- Task details -
The records that follow must be reproduced in full, exactly as written.

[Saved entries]
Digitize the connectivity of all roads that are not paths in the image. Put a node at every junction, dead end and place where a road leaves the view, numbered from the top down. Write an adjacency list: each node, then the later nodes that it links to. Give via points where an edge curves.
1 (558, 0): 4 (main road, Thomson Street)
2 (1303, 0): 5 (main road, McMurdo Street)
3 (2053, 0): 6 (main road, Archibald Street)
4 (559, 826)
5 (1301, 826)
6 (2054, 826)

- Response box -
Digitize the connectivity of all roads that are not paths in the image. Put a node at every junction, dead end and place where a road leaves the view, numbered from the top down. Write an adjacency list: each node, then the later nodes that it links to. Give via points where an edge curves.
1 (558, 0): 4 (main road, Thomson Street)
2 (1303, 0): 5 (main road, McMurdo Street)
3 (2053, 0): 6 (main road, Archibald Street)
4 (559, 826)
5 (1301, 826)
6 (2054, 826)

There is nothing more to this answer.